Low vision can't be corrected with glasses or surgery. And while magnifiers can help with specific tasks like reading, there was no available technology to help the toddler get around.

So in 2017, Puig, a Spanish electrical engineer, and his wife Constanza Lucero, a doctor, founded Biel Glasses, a company which created a digital device to help those with low vision to move about safely on their own.

"There are canes and guide dogs. Nothing else. We got into this because we saw there was a need for it," Puig, 52, told AFP at Barcelona's Mobile World Congress (MWC), the telecom industry's biggest annual gathering.

The headset is on display at the show.

A cross between gaming goggles and glasses, it creates a 3D image onto which text, graphics, and video can be overlaid upon real-world images.

It also uses AI to detect and signal obstacles.

Real-time visual warning
"We thought we could use these technologies to take advantage of the vision he does have so he can be more independent.

"Maybe we can't cure him but we can help him," said Puig of his son who is now eight.

When a wearer approaches an object blocking their path, a large red circle will appear on the screen warning them of the obstacle.

Developing the glasses cost EUR 900,000 (roughly Rs. 7 crores), of which the couple invested 65,000 euros of their own money, while the rest came from public institutions and crowd-funding.

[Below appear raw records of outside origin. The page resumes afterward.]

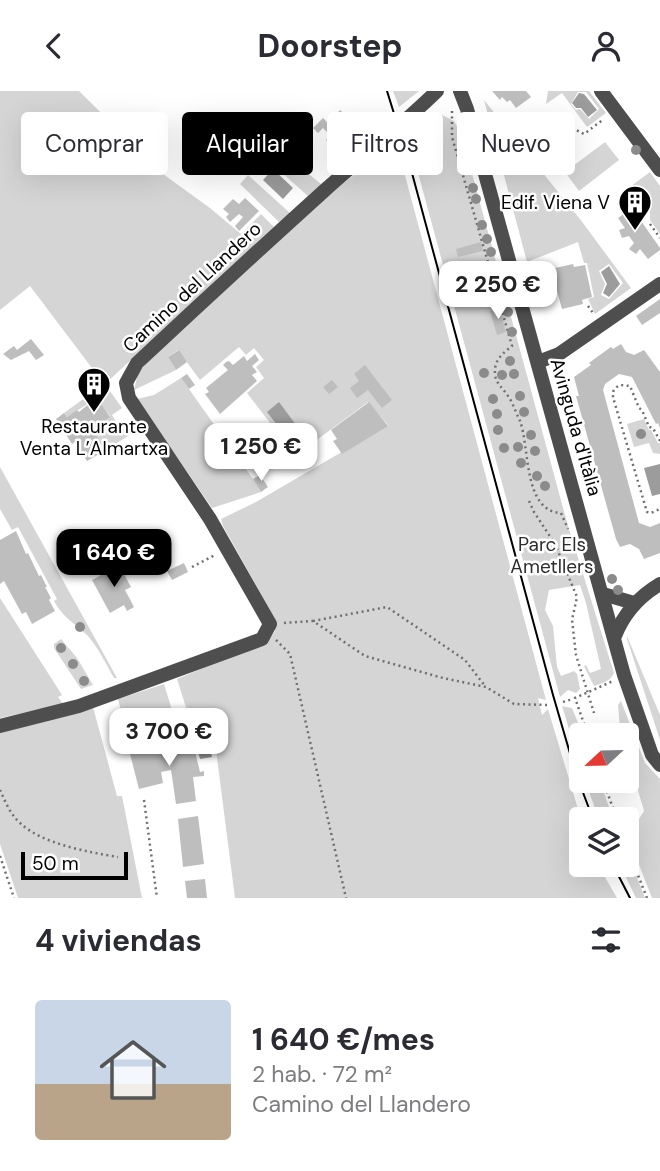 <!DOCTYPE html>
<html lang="es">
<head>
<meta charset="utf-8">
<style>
  :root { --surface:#fff; --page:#f2f2f3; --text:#2b2b33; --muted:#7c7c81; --line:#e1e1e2; --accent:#000 }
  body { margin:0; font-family:"DM Sans",sans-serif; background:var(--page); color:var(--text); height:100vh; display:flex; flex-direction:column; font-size:26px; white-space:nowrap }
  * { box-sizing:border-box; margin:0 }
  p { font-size:23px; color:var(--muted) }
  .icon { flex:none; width:38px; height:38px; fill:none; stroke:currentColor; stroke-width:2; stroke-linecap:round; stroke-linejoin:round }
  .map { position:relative; height:807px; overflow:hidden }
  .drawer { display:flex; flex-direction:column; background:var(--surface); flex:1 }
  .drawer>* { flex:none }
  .guide { position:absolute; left:21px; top:21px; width:620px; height:63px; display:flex; gap:14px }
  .needle { width:46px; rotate:248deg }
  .fabs { position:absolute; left:569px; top:632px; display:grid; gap:14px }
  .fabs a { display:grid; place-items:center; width:70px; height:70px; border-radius:7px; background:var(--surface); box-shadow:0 7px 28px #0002; font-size:35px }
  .scale { position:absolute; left:21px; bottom:18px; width:107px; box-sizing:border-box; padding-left:7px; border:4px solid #000; border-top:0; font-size:19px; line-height:24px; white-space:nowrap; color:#000; -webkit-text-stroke:5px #fff; paint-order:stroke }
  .price { position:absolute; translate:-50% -60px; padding:0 16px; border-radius:14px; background:#fff; color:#222; font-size:23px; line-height:46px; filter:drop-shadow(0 2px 4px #0008) }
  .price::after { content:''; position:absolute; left:50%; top:42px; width:21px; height:16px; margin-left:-10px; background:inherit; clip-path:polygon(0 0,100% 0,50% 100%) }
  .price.current { background:var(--accent); color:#fff }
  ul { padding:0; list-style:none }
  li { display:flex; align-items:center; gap:21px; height:175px; padding:0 35px }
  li+li { border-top:2px solid var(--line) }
  li span { display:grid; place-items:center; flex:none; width:196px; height:140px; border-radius:7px; color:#555 }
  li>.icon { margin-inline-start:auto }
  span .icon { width:84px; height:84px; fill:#fffc; stroke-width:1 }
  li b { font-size:30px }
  h2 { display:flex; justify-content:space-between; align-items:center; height:84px; padding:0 35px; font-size:30px }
  .chip { padding:0 24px; border-radius:7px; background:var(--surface); box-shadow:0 7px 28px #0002; font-size:24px; line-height:63px }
  .chip.current { background:var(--accent); color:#fff }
  header { display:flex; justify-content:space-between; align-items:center; height:91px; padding:0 35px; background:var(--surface); font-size:32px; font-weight:700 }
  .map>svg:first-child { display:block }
  .green { fill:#d5d5d5; fill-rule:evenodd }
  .water { fill:#9c9c9c }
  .building { fill:#bebebe }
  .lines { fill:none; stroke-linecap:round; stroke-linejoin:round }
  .path { stroke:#707070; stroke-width:2.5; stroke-dasharray:2 3.5; stroke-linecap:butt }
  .street { stroke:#4e4e4e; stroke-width:14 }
  .tram { stroke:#000; stroke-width:2 }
  .tree { fill:#8b8b8b }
  .labels { text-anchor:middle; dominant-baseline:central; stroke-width:5; stroke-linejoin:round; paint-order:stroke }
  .poi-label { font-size:19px; fill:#000; stroke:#fff; text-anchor:end }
  .street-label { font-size:19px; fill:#000; stroke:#fff }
  .park-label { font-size:19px; fill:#2c2c2c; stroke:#fff }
</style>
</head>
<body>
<header><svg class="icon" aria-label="back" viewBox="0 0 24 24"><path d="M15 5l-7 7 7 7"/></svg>Doorstep<svg class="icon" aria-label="person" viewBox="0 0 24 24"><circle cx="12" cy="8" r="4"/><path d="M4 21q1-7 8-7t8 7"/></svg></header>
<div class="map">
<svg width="660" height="807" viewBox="0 0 660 807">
  <rect width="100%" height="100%" fill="#fff"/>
  <g class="green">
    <path d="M0 0H79L163 83 210 117 241 143 261 123 274 136 105 293 122 317 112 324 121 339 134 332 139 338 106 359 96 343 104 337 101 332 110 325 97 307 67 326 64 322 104 293 30 195 0 219Z"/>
    <path d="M393 0H419L399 16Z"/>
    <path d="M548 0H589L606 22 587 36 562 2 546 13ZM578 1H586L599 18 589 28 580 18 576 19 571 13Z"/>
    <path d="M484 9 580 128 631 197 595 223 588 208 594 206 587 172H584L578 151 527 171ZM609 173 623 192 609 208 601 204 605 193 599 180Z"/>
    <path d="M442 24 454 30 461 42 568 435 614 582C610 591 602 592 594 595L584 575 586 574 590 582 601 578 586 512 580 494 549 499 545 519 553 535 557 576 561 585 574 580 577 583 580 598 576 602 568 599 560 606 407 41 428 26Z"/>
    <path d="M396 51 546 609 538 607 542 624 548 618 581 728V774H598L617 807H235L216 659 209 640 170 651 169 646 180 631 190 629 177 588 269 549 275 540V528L223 435 221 428 256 411 388 334 368 311 314 351 317 359 300 371 247 302 264 287 256 276 264 269 254 257 246 264 239 256 200 289 178 259 168 266 176 279 134 299 138 282 165 252 307 121Z"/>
    <path d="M605 51 619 69 579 100 565 81Z"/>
    <path d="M281 60 321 93 308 105 271 72Z"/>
    <path d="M650 81 660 95V143L650 129V121L642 119 627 98Z"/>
    <path d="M248 84 290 122 279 131 240 93Z"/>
    <path d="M181 287 253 388 261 401 212 417 137 308 154 304Z"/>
    <path d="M644 328 649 339H651L658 352H660V363L653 362 649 352 634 356 627 333Z"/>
    <path d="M0 376 117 587H114C106 573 99 558 88 545 74 531 64 528 54 510L57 508 18 436 12 439 0 418Z"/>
    <path d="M0 507 62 604 58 606 63 613 0 627Z"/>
    <path d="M627 545 660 624V649L627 548Z"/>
    <path d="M61 548 77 567 93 594 81 598 54 557V553Z"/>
    <path d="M164 593 175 629 161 648 130 656 118 608Z"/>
    <path d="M621 610 645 672 660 688V807H652L627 743V732L639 728 644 720 627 662 626 644 606 643 620 637 618 614Z"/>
    <path d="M562 615 572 617 583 644H581V677Z"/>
    <path d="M93 616 117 705H122L142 807H18L0 753V642Z"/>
    <path d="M585 690H600L613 728H599Z"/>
    <path d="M627 761 645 807H636L620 774H626Z"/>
  </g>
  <g class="water">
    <path d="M579 2 584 3 597 19 588 26 581 17H576L572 12Z"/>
    <path d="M273 78 293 97 283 108 263 89Z"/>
    <path d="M609 175 620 193 609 206 603 202 607 193 601 181Z"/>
    <path d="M279 311 296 334 284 343 267 321Z"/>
    <path d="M660 373V403L652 405 644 377Z"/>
    <path d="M207 645 212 666 200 668 195 648Z"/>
  </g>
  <g class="building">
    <path d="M492 0H526L531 6 516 17 510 9 507 11 502 6 500 9Z"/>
    <path d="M340 19 354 32 333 55 326 49 330 44 323 37 318 42 313 37 323 27 328 32Z"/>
    <path d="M554 25 572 49 556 60 550 51 547 53 543 49 540 51 535 45 541 40 539 37Z"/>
    <path d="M245 107 259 120 239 140 235 135 243 126 239 123 230 131 226 126 229 123 223 118 233 108 239 113Z"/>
    <path d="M632 117 660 157V159L648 168 640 158 636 163 629 158 634 152 629 145 622 147 619 139 625 137 618 127Z"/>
    <path d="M481 151 483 160 458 166 456 158Z"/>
    <path d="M573 173 574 176 585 174 592 206 582 209 583 213 562 218 551 178Z"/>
    <path d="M660 208V222L642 234 636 225Z"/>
    <path d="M499 217 506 241 497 244 490 220Z"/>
    <path d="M31 248 44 264 36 269 29 260 11 269 3 263 14 255 17 259Z"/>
    <path d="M621 253 626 261 634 264 644 259 660 281V337L658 332 656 333 632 286 619 283 605 293 603 299 639 432 650 436 660 432V462L644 468 639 458 630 453 620 456 616 448 576 305H579L574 286 591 274 589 272 593 269 611 256 613 258Z"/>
    <path d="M179 259 187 271 176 279 168 266Z"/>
    <path d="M255 263 259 269 252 275 257 281 252 284 257 290 220 323 205 303 209 301 206 297 228 279 223 274 226 271 229 270 233 274 244 265 247 270Z"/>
    <path d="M365 274 392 309 382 317 368 299 357 307 350 297 359 290 354 283Z"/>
    <path d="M187 283 195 294 189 298 181 287Z"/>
    <path d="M332 289 338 296 329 303 323 296Z"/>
    <path d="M97 306 110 326 90 339 94 340 106 359 87 370 75 351 72 353 56 328 64 322 67 326 77 319 79 321Z"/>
    <path d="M369 311 388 335 342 363 333 350 337 348 331 339Z"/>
    <path d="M260 384 268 396 261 401 253 388Z"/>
    <path d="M16 440 26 463 28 462 39 485 41 484 47 496H45L51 507 49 509 55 520 32 533 26 521 22 523 4 490 0 493V449Z"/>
    <path d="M184 472 188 481 172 489 167 480Z"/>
    <path d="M119 474 131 496 125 499 134 516 127 520 124 514 110 522 92 489Z"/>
    <path d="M192 648 200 681 204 680V685L193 686 196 710 176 713 171 679 161 681 163 692 139 698 130 663Z"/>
    <path d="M198 725 204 773 183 776 178 728Z"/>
    <path d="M205 788 207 807H187L185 790Z"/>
  </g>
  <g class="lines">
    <g class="path">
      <path d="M452 20V46L512 255C503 262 494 269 495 282 495 292 503 297 508 305 513 312 516 322 520 330 530 357 523 420 561 422L568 438"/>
      <path d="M572 37 584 43 604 28"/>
      <path d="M650 133 660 147"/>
      <path d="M588 215 593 222"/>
      <path d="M660 350 653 337 649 336 642 319 639 317 630 295 620 294C611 299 612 303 615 313L647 421 651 422 660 418"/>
      <path d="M529 410 534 421 555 453 577 506 572 529 576 564 594 622"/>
      <path d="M192 476 215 464"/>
      <path d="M313 530 387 516 465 569 485 595"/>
      <path d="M284 532 313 530 365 565 443 587 486 596 514 613 547 614"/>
      <path d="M276 549 290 563 346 807"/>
      <path d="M563 611 573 608"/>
      <path d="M588 644 575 607 613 590"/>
      <path d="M603 690 617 728"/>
      <path d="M0 699C5 710 10 723 20 732 42 753 88 761 118 766"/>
      <path d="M144 709 157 807"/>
      <path d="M626 754 647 807"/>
      <path d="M0 765 14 807"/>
    </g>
    <g class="street">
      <path d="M460 0 467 18 624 584 652 664 660 674"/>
      <path d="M601 0 660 79"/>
      <path d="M538 271 559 263 660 193"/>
      <path d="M603 503 634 512"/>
      <path d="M615 545C624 522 638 506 660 493"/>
      <path d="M0 635 79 615 262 548 270 533 210 428 129 307 126 292 137 272C199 214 262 156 325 99 362 66 401 35 437 0"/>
    </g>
    <g class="tram">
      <path d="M387 0 409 71 553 604 576 683 593 728"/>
      <path d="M613 774 630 807"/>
    </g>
  </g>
  <g class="tree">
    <circle cx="492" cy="27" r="5"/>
    <circle cx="428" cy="39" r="5"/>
    <circle cx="429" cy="53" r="5"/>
    <circle cx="503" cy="55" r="5"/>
    <circle cx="636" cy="59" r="5"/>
    <circle cx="468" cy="78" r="5"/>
    <circle cx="473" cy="97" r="5"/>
    <circle cx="476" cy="108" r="5"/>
    <circle cx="482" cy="134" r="5"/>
    <circle cx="487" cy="148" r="5"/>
    <circle cx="491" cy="161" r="5"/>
    <circle cx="496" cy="182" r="5"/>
    <circle cx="470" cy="206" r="5"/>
    <circle cx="484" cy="206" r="5"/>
    <circle cx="503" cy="206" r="5"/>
    <circle cx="508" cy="221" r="5"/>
    <circle cx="512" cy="241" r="5"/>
    <circle cx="510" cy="270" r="5"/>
    <circle cx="484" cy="282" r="5"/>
    <circle cx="514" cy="283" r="5"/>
    <circle cx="502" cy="284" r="5"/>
    <circle cx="520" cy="305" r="5"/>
    <circle cx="493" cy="308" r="5"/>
    <circle cx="524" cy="321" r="5"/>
    <circle cx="497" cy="323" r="5"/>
    <circle cx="498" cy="339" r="5"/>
    <circle cx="641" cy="343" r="5"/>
    <circle cx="531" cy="344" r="5"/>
    <circle cx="518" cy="356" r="5"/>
    <circle cx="504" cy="357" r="5"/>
    <circle cx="535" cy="360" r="5"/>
    <circle cx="521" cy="372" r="5"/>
    <circle cx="537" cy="385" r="5"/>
    <circle cx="545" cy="395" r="5"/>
    <circle cx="612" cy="488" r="5"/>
    <circle cx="618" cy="499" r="5"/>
    <circle cx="80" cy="536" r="5"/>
    <circle cx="61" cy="557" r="5"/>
    <circle cx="73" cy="573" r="5"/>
    <circle cx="84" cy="590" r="5"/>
  </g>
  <defs>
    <symbol id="building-pin" viewBox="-11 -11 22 30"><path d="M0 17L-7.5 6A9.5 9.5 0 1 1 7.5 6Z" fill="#000" stroke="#fff"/><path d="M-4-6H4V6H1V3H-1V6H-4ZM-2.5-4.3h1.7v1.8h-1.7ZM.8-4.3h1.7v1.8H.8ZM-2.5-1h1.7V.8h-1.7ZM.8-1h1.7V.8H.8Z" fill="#fff"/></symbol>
  </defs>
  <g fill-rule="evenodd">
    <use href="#building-pin" x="616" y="92" width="38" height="52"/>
    <use href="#building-pin" x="75" y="274" width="38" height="52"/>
  </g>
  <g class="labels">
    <g class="poi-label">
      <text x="610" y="111">Edif. Viena V</text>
      <text x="94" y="335" text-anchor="middle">Restaurante<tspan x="94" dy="22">Venta L’Almartxa</tspan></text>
    </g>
    <g class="street-label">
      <text transform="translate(192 196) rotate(-43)">Camino del Llandero</text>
      <text transform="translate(576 336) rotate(74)">Avinguda d'Itàlia</text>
    </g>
    <g class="park-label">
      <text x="552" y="453">Parc Els<tspan x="552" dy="22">Ametllers</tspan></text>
    </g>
  </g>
</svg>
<div class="fabs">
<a><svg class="needle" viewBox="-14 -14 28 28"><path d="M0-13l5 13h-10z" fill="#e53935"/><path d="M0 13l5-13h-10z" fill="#7c7c81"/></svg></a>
<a><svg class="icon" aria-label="layers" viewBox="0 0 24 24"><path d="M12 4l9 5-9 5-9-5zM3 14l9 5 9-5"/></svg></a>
</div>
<div class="scale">50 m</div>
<b class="price" style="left:498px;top:230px">2 250 €</b>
<b class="price" style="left:261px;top:392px">1 250 €</b>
<b class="price current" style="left:114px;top:498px">1 640 €</b>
<b class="price" style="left:169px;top:677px">3 700 €</b>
<div class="guide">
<a class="chip">Comprar</a>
<a class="chip current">Alquilar</a>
<a class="chip">Filtros</a>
<a class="chip">Nuevo</a>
</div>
</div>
<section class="drawer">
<h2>4 viviendas<svg class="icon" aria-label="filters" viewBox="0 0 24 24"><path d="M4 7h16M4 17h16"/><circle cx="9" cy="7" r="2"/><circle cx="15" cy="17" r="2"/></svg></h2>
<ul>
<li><span style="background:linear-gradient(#c9d6e8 60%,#b9a48a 0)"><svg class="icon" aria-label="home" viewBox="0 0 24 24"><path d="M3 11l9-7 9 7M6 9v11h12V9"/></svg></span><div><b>1 640 €/mes</b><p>2 hab. · 72 m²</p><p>Camino del Llandero</p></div></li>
</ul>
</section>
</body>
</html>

They worked with a team of doctors and computer engineers, among them one of Spain's top specialists on low vision, to create the product which has been approved for use in the European Union.

It is expected to go on sale in Spain and Denmark later this year.

The glasses, which need to be customised for the specific needs of each user, cost EUR 4,900 (roughly Rs. 4.3 lakhs).

Puig, who has founded several other technology startups, now hopes to add voice activation and a navigation system that works with Google Maps in future versions of the glasses.